_Problem to work on_
Return the listing verbatim, images left out.

_Material for this exercise_
--- START ---

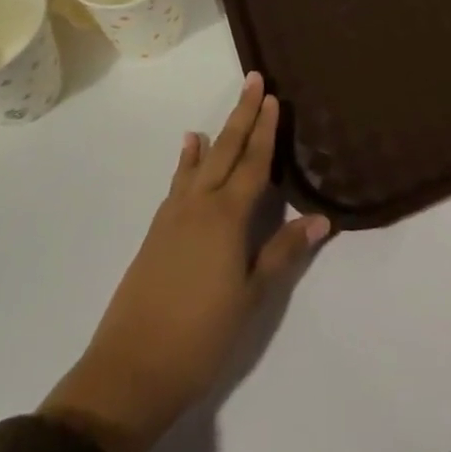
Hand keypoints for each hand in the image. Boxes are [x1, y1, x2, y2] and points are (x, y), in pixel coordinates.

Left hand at [38, 74, 329, 451]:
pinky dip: (187, 162)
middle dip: (242, 115)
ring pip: (200, 163)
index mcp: (227, 217)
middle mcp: (199, 205)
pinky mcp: (156, 233)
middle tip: (253, 80)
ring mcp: (173, 217)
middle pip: (226, 150)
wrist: (129, 371)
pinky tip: (188, 152)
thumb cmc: (200, 337)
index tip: (273, 97)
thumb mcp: (250, 297)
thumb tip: (321, 219)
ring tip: (225, 113)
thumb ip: (283, 253)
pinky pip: (178, 183)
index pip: (253, 162)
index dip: (265, 129)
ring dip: (216, 135)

--- END ---

_Exercise answer_
Hand keypoints for each hand in the image. Boxes are [x1, y1, x2, y2] and points are (x, y), in pixel coordinates.

Left hand at [38, 74, 329, 451]:
pinky dip: (187, 162)
middle dip: (242, 115)
ring pip: (200, 163)
index mcp: (227, 217)
middle mcp: (199, 205)
pinky mcp: (156, 233)
middle tip: (253, 80)
ring mcp: (173, 217)
middle pip: (226, 150)
wrist: (129, 371)
pinky tip: (188, 152)
thumb cmc: (200, 337)
index tip: (273, 97)
thumb mcp: (250, 297)
thumb tip: (321, 219)
ring tip: (225, 113)
thumb ip: (283, 253)
pinky pip: (178, 183)
index pip: (253, 162)
index dip: (265, 129)
ring dip: (216, 135)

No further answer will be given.